January 06, 2012

Where are all these American Nazis the news keeps warning us about? When Nancy Pelosi’s daughter was starting out as a reporter for NBC, she told me they had her go undercover and join the KKK. I managed to convince her to show me some of the footage she had secretly recorded, and I almost died of boredom. All she did was sit around, listen to lonely people bitch about their lives, and then go back to her bunk and worry. NBC ended up feeling just as bored and after putting her life in jeopardy for several weeks, they decided to throw the story in the garbage (though I love the idea that the Speaker of the House’s daughter is technically still a KKK member).

Alexandra Pelosi’s experience was not unique. I was recently developing a show for BBC America with Louis Theroux’s old producer. I suggested we try to find some white-power gangs in London. “At first, I love that idea as much as the next guy,” he told me sighing, “but we’ve tried to do this before and the same thing always happens—nothing. Gangs are hard to find and when you finally do get ahold of them, you’re left with some incredibly dull lifestyles. The white gangs drink, the black gangs get high, and they both watch TV all day.”

Newsweek recently had a feature called “My Life as a White Supremacist” that was almost as boring as the KKK store in South Carolina. The FBI informant who’s quoted throughout the piece gave few examples of anything consequential outside of “They would take you out and have you shot.” They didn’t—but they probably “would.” Newsweek ignored the lack of scoop and chose to go off on a tangent about this imaginary “resurgence.” The author even went so far as to claim, “the nation’s first black president [has] swelled the ranks of extremist groups.”

What has actually swelled is the definition of “extremist.” Mark Steyn recently noted that the American government has saddled us with a debt amounting to “more money than anyone has ever owed anybody ever.” In the American left’s mind, if you have a problem with that, there’s a Hitler costume hanging in your closet.

It all reminds me of the debacle back in 1989 when Morton Downey Jr. attacked himself in an airport bathroom, drew a backwards swastika on his face, and claimed he had been attacked by skinheads. America wants there to be a disturbing increase in white-power terrorists so badly, they close their eyes, click their heels, and make it so. Real-life terrorists such as the ones who want to blow themselves up for Allah are just too, I don’t know, real.

Remember when Iowa bureaucrats wanted to do an anti-terrorism drill and chose to dress actors up as Nazi skinheads so as not to offend Muslims? Skinheads decided they could be offended too and protested until the drill was shut down.
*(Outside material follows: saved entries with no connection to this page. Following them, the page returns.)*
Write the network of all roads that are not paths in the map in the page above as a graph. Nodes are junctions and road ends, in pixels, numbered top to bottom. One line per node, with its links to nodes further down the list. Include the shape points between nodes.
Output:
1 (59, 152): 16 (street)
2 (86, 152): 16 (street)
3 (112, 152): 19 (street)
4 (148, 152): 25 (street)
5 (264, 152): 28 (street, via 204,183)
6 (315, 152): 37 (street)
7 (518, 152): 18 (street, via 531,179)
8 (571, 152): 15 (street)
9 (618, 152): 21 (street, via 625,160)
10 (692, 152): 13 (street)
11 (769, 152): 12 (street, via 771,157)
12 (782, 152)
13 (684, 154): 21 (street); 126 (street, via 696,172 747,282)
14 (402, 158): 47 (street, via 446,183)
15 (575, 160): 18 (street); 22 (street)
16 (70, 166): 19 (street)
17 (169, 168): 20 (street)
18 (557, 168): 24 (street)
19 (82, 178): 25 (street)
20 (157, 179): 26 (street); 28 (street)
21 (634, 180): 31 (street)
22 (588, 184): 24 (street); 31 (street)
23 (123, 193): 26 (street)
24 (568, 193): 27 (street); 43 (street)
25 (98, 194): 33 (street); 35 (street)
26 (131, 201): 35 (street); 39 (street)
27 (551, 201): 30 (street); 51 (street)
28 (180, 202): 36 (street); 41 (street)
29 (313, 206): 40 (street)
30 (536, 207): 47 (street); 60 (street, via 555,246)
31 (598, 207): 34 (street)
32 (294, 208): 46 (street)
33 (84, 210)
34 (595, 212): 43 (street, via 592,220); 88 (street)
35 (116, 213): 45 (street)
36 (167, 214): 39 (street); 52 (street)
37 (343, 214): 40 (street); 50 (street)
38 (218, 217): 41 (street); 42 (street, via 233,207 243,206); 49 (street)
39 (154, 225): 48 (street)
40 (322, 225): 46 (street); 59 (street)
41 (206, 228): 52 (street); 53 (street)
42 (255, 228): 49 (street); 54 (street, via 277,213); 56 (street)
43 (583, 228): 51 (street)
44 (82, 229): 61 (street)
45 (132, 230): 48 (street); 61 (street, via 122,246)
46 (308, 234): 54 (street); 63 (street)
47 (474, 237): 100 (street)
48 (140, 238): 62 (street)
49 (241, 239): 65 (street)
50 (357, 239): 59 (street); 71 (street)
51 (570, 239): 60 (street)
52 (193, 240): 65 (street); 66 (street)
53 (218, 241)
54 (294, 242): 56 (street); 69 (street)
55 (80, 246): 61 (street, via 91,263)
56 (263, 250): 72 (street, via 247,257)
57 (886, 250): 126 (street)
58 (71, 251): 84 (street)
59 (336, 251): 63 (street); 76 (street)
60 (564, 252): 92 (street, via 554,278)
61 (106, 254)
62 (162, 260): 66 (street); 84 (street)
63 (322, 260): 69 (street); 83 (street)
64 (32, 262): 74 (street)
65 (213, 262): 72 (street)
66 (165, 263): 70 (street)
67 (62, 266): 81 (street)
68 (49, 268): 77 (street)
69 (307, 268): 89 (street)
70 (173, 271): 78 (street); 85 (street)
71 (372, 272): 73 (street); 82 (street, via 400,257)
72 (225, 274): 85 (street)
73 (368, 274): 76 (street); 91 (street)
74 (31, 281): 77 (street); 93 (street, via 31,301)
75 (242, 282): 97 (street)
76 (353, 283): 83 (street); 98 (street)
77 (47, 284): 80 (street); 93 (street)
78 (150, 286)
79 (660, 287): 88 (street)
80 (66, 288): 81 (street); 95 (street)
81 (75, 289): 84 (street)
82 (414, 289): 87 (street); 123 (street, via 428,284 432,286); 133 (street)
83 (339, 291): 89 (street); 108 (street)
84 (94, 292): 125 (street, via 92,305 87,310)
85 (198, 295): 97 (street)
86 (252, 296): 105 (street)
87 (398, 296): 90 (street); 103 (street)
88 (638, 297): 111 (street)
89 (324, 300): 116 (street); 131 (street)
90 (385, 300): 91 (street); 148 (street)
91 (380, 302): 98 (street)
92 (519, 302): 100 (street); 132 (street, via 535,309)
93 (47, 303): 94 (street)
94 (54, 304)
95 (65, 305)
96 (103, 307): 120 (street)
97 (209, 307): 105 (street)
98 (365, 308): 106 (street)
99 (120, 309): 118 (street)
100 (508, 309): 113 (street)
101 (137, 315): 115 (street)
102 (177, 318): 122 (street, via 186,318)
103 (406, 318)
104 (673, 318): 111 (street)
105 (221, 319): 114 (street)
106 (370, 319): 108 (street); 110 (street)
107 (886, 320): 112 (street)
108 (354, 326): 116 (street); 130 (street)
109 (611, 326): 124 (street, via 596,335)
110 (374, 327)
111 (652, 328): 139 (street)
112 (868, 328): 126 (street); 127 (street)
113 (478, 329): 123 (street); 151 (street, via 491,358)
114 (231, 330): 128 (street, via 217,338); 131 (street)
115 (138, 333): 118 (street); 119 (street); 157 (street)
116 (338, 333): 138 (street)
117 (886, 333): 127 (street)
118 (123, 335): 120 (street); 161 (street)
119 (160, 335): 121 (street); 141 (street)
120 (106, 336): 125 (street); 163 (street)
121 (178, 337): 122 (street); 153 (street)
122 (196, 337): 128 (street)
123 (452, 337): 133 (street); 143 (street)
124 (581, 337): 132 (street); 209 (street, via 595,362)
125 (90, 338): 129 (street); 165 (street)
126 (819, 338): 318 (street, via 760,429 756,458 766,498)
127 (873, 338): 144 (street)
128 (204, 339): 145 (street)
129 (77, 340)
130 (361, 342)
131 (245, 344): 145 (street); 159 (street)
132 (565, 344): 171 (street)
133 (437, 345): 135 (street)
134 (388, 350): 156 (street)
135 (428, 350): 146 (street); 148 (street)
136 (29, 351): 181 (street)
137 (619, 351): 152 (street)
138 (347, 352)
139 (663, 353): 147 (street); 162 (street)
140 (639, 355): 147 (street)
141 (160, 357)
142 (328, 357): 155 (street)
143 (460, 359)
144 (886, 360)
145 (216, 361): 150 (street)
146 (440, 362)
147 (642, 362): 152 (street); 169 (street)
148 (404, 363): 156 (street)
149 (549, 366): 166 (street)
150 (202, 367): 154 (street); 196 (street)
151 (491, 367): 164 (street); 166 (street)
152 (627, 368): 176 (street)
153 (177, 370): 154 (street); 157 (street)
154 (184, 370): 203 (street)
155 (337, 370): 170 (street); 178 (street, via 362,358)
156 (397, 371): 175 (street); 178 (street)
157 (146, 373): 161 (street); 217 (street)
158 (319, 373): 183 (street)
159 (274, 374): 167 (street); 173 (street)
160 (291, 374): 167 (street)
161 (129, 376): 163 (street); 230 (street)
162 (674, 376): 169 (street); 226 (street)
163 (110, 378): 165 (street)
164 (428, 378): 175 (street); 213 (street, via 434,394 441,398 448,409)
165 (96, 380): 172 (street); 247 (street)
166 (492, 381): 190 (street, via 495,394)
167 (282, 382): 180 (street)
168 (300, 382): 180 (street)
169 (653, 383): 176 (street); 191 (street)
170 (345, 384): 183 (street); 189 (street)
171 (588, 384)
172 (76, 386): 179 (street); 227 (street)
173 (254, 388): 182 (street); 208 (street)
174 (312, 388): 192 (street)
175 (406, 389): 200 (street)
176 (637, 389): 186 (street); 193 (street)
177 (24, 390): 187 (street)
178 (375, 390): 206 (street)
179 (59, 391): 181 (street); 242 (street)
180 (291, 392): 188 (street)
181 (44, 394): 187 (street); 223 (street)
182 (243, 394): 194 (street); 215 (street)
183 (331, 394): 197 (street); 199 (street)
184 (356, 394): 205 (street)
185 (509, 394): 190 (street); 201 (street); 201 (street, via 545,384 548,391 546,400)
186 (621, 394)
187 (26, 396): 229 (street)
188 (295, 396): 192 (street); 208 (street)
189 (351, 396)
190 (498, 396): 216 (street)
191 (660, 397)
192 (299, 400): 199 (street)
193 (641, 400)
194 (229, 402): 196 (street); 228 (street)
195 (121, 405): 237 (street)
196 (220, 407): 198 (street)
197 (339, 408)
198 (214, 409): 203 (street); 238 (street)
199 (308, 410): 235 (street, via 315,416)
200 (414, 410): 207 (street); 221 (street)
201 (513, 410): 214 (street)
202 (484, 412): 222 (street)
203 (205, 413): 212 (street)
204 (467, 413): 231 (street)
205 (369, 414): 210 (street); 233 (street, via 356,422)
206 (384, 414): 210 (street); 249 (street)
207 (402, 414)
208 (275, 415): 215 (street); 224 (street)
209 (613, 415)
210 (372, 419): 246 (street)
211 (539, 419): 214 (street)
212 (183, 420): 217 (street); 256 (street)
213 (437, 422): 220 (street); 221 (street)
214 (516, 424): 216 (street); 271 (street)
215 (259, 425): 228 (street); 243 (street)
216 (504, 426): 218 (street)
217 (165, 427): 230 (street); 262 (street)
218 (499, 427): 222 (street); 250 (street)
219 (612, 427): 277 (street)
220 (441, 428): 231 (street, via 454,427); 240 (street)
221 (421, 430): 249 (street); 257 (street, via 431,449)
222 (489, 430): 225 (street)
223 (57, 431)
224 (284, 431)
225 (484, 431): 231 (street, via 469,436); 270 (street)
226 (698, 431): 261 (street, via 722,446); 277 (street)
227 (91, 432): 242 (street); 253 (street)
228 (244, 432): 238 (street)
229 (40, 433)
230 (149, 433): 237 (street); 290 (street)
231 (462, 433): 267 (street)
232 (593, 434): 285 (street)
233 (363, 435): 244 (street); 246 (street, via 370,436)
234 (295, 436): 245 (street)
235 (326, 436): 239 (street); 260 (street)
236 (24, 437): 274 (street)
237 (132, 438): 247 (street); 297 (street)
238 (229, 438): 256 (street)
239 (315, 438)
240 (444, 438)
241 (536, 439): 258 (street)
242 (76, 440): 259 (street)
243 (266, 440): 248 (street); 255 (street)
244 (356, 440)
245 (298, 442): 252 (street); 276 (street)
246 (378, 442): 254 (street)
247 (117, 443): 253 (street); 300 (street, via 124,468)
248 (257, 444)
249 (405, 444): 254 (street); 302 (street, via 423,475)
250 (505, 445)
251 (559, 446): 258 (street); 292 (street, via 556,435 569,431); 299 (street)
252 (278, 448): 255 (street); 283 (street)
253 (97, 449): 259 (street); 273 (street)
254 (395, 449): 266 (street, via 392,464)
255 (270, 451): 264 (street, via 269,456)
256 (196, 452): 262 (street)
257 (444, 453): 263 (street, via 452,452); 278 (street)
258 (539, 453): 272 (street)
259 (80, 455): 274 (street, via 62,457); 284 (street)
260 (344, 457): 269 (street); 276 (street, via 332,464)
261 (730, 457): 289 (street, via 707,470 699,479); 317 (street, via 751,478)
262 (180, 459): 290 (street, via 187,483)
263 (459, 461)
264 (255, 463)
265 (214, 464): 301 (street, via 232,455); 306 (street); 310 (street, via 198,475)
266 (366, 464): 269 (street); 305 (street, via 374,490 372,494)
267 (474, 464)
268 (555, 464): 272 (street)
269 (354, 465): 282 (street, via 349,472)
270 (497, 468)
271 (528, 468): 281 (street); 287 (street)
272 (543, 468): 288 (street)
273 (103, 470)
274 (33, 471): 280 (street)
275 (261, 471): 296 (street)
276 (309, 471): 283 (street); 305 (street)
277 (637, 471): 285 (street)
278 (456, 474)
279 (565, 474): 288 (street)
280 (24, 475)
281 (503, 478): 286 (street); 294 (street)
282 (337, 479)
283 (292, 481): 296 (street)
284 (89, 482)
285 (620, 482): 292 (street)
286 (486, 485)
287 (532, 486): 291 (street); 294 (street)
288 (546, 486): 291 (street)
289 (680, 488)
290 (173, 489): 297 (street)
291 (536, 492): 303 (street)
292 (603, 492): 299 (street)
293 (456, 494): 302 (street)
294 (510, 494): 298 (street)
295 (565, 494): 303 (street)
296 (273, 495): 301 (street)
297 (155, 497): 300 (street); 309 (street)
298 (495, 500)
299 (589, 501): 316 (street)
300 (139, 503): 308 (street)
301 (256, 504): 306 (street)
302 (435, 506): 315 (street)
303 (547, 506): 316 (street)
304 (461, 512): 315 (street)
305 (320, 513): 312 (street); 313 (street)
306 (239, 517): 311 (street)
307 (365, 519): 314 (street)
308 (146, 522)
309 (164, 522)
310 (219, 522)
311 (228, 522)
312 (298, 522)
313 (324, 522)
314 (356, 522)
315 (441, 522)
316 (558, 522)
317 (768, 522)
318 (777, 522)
A reader called “formergr” left a very telling comment about the story on Gawker:

Is it sad that I’m somewhat heartened that at least this town’s terrorism drill centers around the somewhat more realistic threat of a white pride group/domestic terrorism, rather than the Scary Furrin Muslins? [sic]

Yeah it’s sad, you fool. Timothy McVeigh killed 168 people. September 11th killed around 3,000. If you want to go international on the numbers, you’ll end up with lone white nuts such as Anders Behring Breivik killing 77 people versus Muslim terrorists killing, I don’t know, a bajillion? Besides, both McVeigh and Breivik disavowed racism.

Look, I wish there was a spooky resurgence of Nazi skinheads. I fought the tiny handful that existed in the 80s when they were at their peak, and it was as exhilarating as it was terrifying. I’m too old to repeat that particular lifestyle, but I still love documenting the bizarre. Unfortunately, the demand for colorful bad guys—or, actually, very pale bad guys—simply does not meet the supply, and the growing resurgence of American white-power groups is what it’s always been: a dying myth that somehow refuses to die.